Перцептивные расстройства. Бредовые переживания у маниакальных больных встречаются в 75%. Конгруэнтный настроению маниакальный бред касается высоких достоинств, способностей или силы, которыми якобы обладает больной. Бред и галлюцинации, которые часто наблюдаются в мании, очень причудливы и не соответствуют настроению.

Мыслительный процесс. Содержанием мыслей являются идеи самовосхваления и самоуверенности. Этих больных нельзя прервать, когда они разговаривают, и часто они представляют собой назойливую досаду для других. Маниакальные больные очень отвлекаемы. Когнитивная функция в маниакальном состоянии характеризуется неограниченным и ускоренным потоком идей, в которых речь часто бывает нарушена. По мере того как мания усиливается, формальные и логические правила речи отвергаются, и речь становится громкой, быстрой и ее трудно прервать. При нарастании остроты состояния речь становится полной каламбуров, шуток, рифм, игры слов или нелепостей, которые вначале кажутся смешными, но при дальнейшей активизации состояния ассоциации становятся неадекватными. Способность к концентрации внимания снижается, уступая место полету мыслей, словесной окрошке и неологизмам. В состоянии острого маниакального возбуждения речь может стать совсем бессвязной и неотличимой от речи больных шизофренией в состоянии острого кататонического возбуждения.

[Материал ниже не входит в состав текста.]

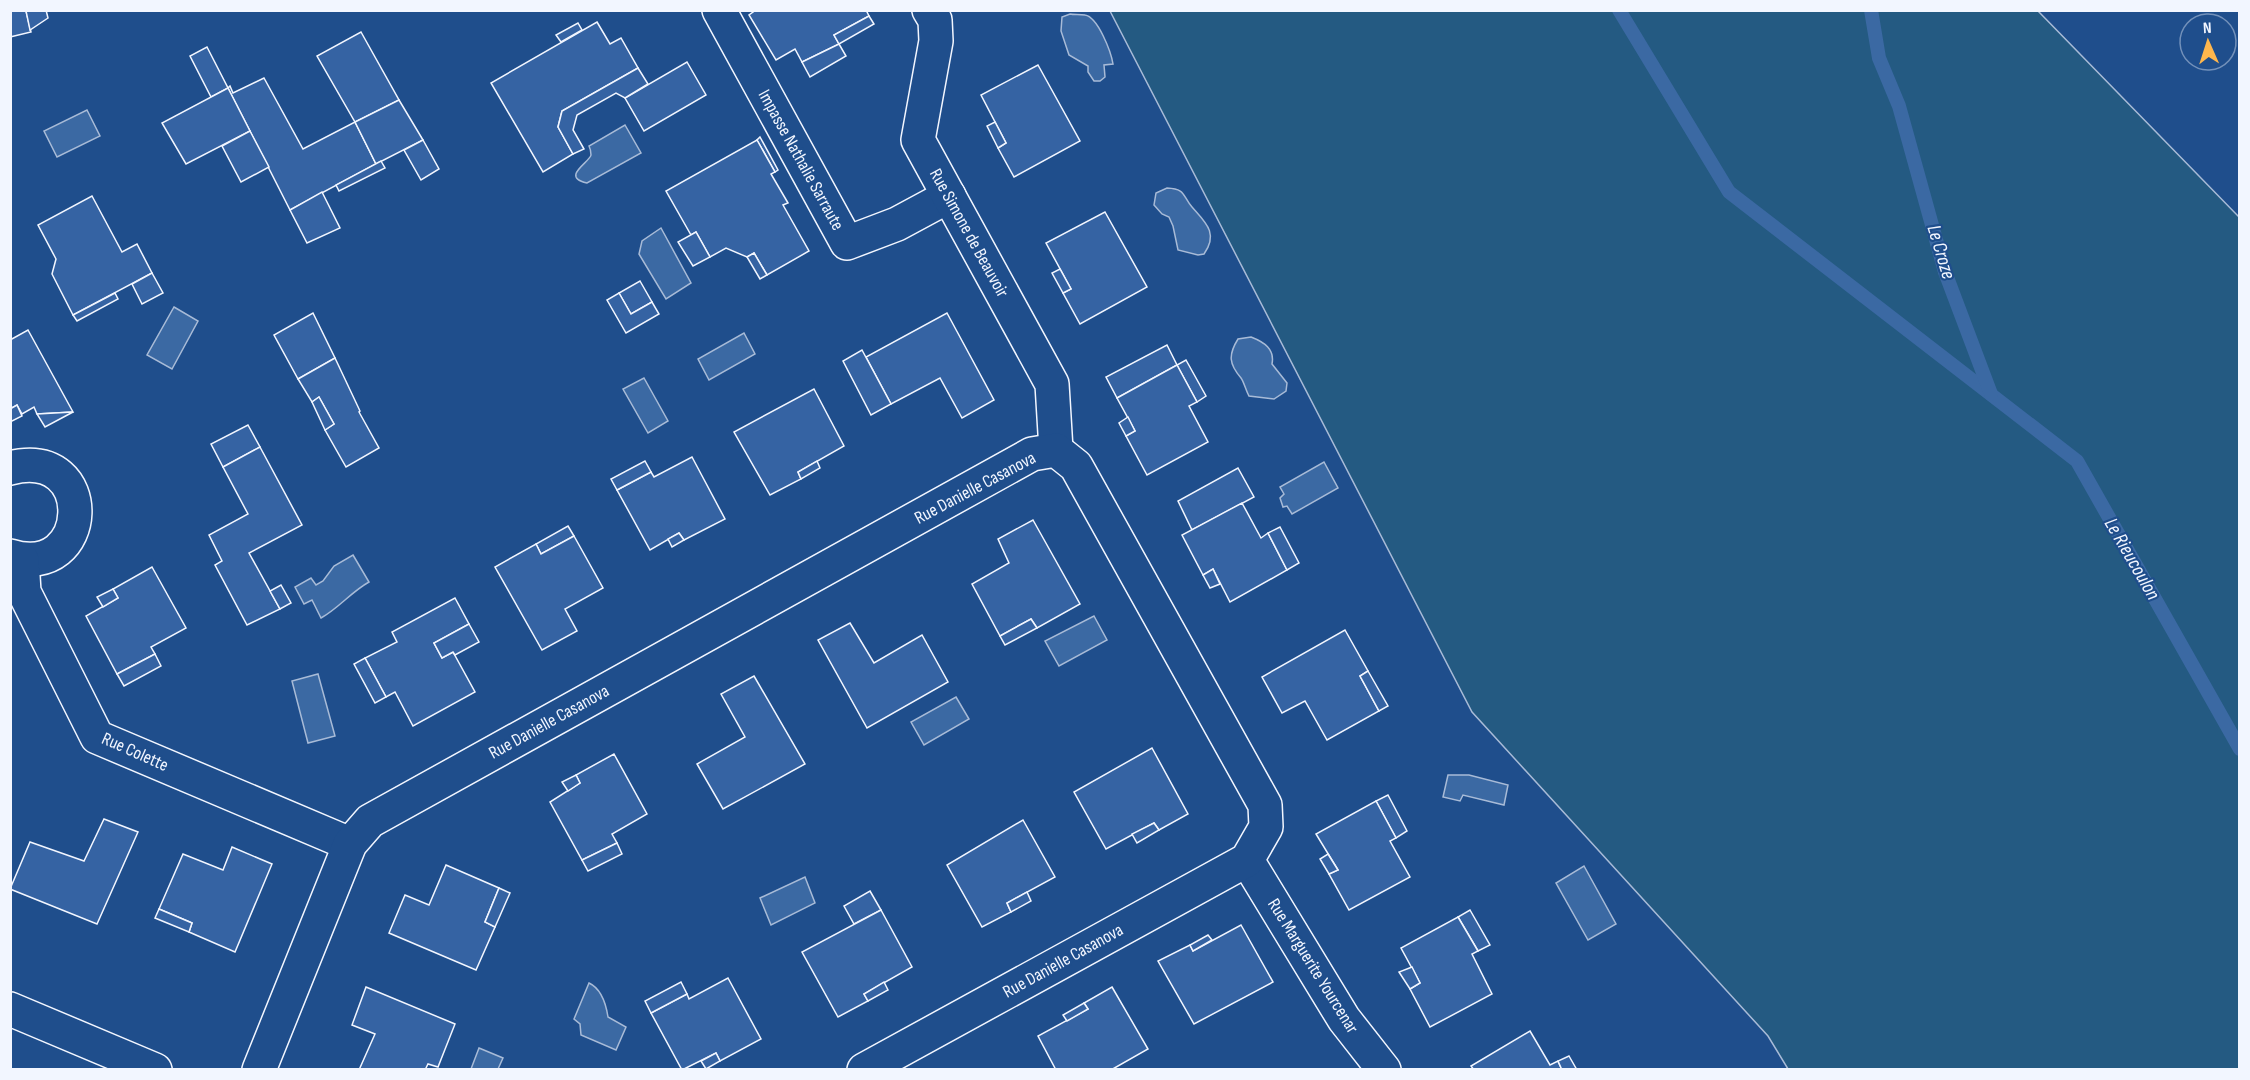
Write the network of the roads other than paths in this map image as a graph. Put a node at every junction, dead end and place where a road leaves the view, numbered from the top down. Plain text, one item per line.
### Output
1 (719, 10) edge
2 (929, 10) edge
3 (949, 196) junction
4 (1056, 450) junction
5 (10, 468) edge
6 (16, 558) edge
7 (350, 844) junction
8 (1247, 860) junction
9 (10, 1009) edge
10 (155, 1070) edge
11 (259, 1070) edge
12 (864, 1070) edge
13 (1384, 1070) edge

1 - 3 street, Impasse Nathalie Sarraute
2 - 3 street, Rue Simone de Beauvoir
3 - 4 street, Rue Simone de Beauvoir
4 - 7 street, Rue Danielle Casanova
4 - 8 street, Rue Danielle Casanova
5 - 6 street, Rue Colette
6 - 7 street, Rue Colette
7 - 11 street, Rue Danielle Casanova
8 - 12 street, Rue Danielle Casanova
8 - 13 street, Rue Marguerite Yourcenar
9 - 10 street

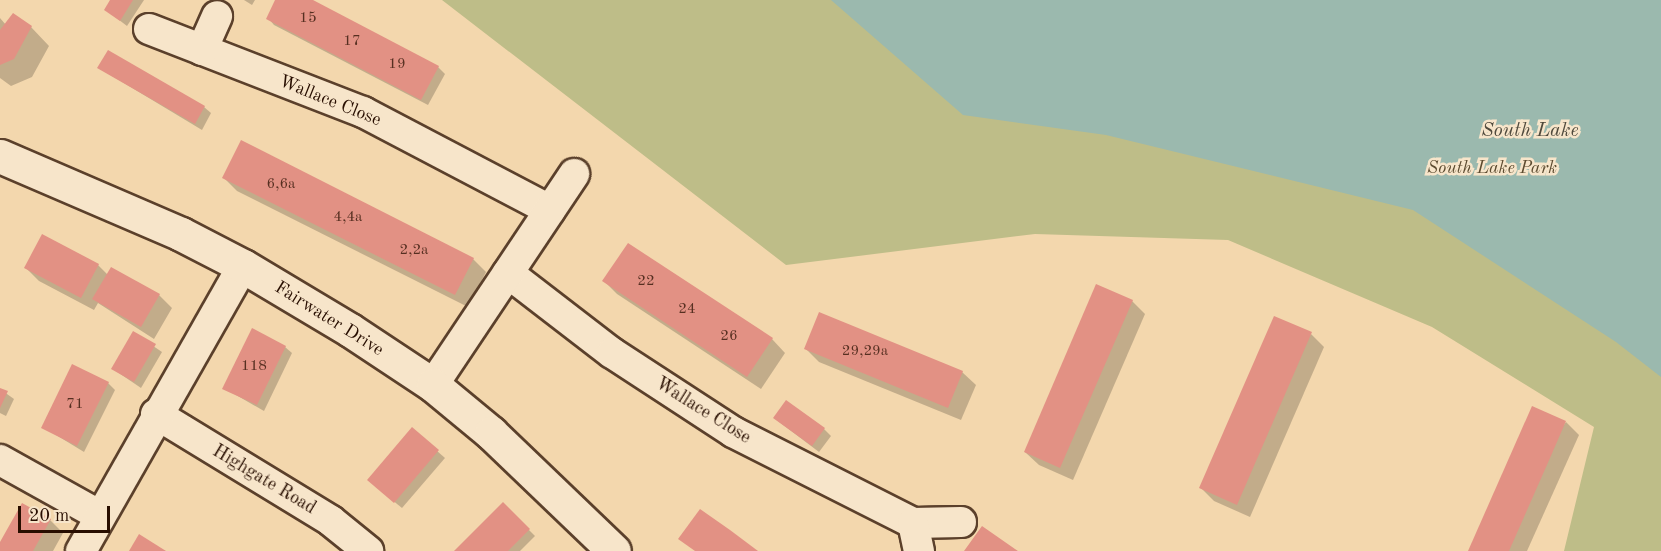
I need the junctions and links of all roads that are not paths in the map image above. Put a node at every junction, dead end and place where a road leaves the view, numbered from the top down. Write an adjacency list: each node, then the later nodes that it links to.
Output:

Импульсивность, суициды и мания убийства. Примерно 75% маниакальных больных совершают нападения или угрожают ими. Маниакальные больные также совершают попытки суицида или убийства, но случаи, чтобы они это выполнили, неизвестны. Имеются данные о том, что больные, которые угрожают высокопоставленным лицам (например, Президенту Соединенных Штатов), чаще страдают биполярным расстройством, чем шизофренией.

Ориентировка и память. Ориентировка и память обычно сохранны, хотя некоторые маниакальные больные настолько эйфоричны, что часто отвечают неправильно. Этот симптом назван Крепелиным «делириозной манией».

Нарушение оценки и критики своего поведения. Нарушение своего поведения — это ярлык маниакального состояния. Больные нарушают закон в отношении кредитных карт, сексуальных правил, финансов, причем иногда ввергают свои семьи в финансовый кризис. Маниакальные больные почти не имеют критики к своему состоянию.

Надежность. Маниакальные больные совершенно ненадежды в отношении того, что они говорят. Обман и лживость типичны для этого расстройства, и это иногда является причиной того, что неопытные врачи рассматривают их как презренных негодяев.